--- RECORDS SHOWN Enclosed Below ---

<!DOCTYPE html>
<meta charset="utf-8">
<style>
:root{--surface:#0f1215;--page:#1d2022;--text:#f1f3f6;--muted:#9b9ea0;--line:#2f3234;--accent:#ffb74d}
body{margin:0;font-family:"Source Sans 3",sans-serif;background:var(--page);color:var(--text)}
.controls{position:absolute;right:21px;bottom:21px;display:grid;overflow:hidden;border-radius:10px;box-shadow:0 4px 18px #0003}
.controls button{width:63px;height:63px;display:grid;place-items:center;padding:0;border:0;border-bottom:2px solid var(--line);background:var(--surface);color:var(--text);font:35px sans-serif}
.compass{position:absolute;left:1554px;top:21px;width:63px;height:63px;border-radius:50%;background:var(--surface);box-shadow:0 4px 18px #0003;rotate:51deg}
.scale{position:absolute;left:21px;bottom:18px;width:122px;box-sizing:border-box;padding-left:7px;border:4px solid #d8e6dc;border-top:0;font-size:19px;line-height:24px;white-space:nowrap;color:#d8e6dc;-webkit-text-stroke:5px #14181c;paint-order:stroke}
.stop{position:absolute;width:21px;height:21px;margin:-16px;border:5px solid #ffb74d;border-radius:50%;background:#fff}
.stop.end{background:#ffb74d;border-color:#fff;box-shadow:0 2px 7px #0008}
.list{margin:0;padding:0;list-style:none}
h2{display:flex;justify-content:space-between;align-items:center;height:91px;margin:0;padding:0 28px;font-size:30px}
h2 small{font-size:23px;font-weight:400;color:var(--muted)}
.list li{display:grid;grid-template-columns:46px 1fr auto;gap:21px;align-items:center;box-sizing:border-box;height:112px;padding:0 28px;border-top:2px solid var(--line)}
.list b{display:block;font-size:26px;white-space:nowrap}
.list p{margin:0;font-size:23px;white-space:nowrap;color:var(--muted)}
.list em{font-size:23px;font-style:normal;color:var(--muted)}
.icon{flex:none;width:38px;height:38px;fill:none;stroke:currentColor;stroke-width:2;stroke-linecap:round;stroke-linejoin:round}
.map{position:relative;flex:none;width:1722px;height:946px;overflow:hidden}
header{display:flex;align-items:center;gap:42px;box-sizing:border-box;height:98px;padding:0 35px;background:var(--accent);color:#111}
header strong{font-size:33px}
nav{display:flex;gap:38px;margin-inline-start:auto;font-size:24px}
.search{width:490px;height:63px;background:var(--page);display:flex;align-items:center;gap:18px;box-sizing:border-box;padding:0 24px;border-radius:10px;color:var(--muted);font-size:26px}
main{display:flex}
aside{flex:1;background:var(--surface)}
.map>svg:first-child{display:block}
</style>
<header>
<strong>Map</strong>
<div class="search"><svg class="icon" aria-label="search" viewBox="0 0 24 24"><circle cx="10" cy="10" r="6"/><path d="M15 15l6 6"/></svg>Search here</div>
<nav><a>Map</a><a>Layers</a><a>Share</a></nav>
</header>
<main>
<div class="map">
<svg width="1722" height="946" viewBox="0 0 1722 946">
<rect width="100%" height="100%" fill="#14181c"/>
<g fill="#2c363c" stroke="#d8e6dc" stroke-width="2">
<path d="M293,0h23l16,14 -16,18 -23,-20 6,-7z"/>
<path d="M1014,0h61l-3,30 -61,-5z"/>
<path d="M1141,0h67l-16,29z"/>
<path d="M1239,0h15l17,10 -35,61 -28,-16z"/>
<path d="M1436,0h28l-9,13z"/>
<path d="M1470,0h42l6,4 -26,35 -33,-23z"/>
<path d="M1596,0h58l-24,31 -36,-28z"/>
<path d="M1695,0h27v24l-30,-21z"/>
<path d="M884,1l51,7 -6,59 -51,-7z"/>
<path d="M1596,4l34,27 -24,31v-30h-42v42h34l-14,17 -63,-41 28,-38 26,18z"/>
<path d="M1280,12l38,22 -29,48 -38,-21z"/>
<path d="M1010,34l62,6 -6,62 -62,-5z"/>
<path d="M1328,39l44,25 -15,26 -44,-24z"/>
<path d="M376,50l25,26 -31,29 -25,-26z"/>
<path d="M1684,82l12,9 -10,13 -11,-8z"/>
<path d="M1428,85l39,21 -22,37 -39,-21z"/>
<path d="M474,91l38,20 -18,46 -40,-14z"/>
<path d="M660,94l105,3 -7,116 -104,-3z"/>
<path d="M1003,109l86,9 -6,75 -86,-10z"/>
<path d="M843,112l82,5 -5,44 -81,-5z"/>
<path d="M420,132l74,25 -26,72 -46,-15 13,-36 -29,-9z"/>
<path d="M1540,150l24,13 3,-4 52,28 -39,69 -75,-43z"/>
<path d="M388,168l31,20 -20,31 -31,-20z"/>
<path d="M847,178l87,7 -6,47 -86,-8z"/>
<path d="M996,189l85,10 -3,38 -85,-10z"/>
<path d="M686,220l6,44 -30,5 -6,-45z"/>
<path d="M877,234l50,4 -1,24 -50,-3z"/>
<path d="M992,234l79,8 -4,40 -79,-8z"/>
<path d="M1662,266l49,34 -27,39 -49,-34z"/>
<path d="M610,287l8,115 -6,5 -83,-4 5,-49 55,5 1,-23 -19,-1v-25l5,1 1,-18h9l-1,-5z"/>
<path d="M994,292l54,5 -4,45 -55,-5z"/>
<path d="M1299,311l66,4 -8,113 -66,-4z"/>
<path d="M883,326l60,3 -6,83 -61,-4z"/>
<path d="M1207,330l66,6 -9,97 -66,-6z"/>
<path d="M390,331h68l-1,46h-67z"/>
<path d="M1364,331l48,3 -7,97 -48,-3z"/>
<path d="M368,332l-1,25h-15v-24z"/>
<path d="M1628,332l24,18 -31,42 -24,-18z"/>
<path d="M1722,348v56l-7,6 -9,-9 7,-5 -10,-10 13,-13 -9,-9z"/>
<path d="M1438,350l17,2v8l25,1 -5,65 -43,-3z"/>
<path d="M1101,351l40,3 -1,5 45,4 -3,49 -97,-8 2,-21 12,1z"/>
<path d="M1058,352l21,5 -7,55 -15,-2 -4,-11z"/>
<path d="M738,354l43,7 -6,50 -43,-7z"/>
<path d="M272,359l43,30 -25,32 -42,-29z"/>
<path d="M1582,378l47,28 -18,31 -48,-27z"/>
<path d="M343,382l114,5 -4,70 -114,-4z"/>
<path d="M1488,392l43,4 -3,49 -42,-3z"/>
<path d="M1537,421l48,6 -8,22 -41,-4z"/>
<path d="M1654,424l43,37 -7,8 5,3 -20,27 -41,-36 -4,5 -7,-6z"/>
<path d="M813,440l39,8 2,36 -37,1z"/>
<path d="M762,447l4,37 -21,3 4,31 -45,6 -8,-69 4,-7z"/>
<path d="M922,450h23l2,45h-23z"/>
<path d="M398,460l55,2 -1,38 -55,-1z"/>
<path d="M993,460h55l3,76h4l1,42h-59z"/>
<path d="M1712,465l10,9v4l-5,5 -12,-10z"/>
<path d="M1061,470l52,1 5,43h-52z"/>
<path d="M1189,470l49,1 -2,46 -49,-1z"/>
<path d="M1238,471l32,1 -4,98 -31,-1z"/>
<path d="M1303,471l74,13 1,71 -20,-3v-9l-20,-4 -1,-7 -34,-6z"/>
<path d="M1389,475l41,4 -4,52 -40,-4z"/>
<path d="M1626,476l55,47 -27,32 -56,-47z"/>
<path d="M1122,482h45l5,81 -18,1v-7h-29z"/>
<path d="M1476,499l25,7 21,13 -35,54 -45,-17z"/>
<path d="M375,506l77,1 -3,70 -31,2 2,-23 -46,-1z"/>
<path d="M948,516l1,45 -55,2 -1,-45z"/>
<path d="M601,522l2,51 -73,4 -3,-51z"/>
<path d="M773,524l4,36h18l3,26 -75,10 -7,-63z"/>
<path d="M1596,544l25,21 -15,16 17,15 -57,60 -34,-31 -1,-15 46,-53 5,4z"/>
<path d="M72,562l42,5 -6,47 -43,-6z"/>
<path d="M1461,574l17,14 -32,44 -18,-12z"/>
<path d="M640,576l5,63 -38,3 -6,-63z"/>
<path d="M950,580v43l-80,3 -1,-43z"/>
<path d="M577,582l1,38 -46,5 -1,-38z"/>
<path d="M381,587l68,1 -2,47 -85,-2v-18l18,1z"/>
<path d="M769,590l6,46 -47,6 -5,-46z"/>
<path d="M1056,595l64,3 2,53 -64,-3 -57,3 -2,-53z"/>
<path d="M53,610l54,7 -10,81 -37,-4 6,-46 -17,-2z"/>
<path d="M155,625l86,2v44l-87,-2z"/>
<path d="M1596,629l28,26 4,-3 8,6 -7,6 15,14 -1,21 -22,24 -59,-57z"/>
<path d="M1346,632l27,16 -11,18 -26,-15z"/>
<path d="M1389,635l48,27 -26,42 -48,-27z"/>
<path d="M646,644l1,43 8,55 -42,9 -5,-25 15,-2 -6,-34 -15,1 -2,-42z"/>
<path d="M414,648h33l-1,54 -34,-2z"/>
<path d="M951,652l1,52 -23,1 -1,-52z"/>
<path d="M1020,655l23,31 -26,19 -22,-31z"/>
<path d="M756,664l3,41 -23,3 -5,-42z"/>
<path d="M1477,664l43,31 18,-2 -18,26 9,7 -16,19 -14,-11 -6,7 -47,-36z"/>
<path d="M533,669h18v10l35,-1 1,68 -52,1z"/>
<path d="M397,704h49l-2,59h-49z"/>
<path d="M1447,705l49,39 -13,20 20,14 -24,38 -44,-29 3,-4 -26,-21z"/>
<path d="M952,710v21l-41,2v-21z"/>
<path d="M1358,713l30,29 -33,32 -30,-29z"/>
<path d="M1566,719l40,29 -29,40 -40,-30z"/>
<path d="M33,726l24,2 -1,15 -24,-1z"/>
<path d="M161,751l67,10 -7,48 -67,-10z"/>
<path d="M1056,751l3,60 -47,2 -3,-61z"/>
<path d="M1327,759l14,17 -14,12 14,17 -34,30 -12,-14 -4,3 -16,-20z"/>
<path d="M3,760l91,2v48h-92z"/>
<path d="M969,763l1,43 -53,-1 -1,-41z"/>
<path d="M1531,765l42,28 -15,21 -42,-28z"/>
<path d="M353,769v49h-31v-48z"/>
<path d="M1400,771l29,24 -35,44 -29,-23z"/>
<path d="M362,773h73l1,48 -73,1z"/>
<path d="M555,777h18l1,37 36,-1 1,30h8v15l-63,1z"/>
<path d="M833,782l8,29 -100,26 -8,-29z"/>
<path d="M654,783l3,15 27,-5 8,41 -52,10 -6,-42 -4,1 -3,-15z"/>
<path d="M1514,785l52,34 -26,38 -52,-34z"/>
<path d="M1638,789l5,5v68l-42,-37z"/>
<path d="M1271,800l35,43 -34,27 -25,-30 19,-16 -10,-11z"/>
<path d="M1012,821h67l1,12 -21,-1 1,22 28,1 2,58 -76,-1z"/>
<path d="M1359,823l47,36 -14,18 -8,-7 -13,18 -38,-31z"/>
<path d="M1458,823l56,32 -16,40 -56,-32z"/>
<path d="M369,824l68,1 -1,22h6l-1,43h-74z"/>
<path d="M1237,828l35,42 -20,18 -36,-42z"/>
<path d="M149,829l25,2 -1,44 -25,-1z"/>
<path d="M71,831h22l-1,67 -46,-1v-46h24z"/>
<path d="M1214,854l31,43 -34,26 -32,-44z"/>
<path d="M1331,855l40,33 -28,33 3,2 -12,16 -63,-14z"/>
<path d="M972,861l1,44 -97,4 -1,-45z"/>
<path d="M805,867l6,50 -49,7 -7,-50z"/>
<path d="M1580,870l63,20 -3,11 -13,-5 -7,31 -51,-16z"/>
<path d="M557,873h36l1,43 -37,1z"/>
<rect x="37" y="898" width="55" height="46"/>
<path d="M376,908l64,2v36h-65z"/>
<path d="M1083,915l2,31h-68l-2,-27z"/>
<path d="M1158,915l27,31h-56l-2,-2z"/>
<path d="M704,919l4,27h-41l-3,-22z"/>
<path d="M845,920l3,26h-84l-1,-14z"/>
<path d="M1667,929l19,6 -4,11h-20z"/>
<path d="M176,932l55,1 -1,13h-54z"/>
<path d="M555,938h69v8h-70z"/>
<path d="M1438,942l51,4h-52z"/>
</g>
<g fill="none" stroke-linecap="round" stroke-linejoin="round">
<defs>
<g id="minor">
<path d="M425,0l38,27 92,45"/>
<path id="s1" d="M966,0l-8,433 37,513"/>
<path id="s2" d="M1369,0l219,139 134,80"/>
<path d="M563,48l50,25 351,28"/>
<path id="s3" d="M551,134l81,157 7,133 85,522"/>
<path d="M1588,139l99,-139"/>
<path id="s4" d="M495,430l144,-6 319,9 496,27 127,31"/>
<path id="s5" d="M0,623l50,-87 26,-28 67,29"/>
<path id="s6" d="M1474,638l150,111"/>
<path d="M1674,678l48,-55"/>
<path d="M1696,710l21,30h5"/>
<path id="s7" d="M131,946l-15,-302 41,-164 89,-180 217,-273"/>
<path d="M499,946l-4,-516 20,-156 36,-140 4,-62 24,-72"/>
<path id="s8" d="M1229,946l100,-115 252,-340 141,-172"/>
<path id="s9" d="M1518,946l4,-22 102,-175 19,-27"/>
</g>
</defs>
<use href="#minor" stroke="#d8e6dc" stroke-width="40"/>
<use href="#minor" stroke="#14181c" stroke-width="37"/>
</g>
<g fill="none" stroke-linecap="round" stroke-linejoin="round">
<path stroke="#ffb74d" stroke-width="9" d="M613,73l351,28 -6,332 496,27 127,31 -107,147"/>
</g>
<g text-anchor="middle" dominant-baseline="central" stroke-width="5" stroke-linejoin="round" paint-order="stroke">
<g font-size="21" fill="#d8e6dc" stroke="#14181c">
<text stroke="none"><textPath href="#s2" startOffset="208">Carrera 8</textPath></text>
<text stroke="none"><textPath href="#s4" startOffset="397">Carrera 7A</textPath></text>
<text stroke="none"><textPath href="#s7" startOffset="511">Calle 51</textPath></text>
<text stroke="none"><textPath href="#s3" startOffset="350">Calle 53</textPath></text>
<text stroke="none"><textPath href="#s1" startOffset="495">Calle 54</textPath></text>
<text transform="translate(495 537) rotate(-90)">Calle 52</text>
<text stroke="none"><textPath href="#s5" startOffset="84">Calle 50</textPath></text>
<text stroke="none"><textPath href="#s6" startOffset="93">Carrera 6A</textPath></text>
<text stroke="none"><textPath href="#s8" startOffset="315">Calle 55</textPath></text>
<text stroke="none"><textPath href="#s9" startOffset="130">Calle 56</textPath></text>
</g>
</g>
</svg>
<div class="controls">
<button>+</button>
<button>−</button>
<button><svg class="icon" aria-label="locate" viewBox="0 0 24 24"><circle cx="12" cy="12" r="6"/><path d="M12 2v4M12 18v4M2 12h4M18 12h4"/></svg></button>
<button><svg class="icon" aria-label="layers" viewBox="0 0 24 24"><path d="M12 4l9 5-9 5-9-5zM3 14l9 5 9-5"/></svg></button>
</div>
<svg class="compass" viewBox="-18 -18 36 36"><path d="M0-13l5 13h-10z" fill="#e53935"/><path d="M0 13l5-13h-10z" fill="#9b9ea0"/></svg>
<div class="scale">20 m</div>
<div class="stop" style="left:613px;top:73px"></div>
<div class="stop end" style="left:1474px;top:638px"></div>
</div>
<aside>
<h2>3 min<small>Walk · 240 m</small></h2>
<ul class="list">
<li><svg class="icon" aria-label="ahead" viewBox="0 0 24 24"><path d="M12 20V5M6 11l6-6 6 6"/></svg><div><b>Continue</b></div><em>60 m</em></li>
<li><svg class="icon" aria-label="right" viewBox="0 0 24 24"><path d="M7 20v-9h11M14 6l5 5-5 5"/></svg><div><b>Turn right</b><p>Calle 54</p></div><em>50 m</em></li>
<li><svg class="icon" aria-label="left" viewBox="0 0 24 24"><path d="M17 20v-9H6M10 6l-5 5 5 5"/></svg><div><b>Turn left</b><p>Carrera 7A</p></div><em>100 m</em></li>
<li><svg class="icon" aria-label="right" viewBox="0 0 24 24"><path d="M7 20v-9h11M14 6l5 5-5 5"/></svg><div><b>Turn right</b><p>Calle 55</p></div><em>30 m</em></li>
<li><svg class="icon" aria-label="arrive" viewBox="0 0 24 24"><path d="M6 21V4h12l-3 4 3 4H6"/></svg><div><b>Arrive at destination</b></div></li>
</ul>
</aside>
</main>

--- End of Enclosed RECORDS SHOWN ---

EXERCISE AIM: In the data above, find each line where the string "absolute" appears, then copy it.

SOLVED EXERCISE:
.controls{position:absolute;right:21px;bottom:21px;display:grid;overflow:hidden;border-radius:10px;box-shadow:0 4px 18px #0003}
.compass{position:absolute;left:1554px;top:21px;width:63px;height:63px;border-radius:50%;background:var(--surface);box-shadow:0 4px 18px #0003;rotate:51deg}
.scale{position:absolute;left:21px;bottom:18px;width:122px;box-sizing:border-box;padding-left:7px;border:4px solid #d8e6dc;border-top:0;font-size:19px;line-height:24px;white-space:nowrap;color:#d8e6dc;-webkit-text-stroke:5px #14181c;paint-order:stroke}
.stop{position:absolute;width:21px;height:21px;margin:-16px;border:5px solid #ffb74d;border-radius:50%;background:#fff}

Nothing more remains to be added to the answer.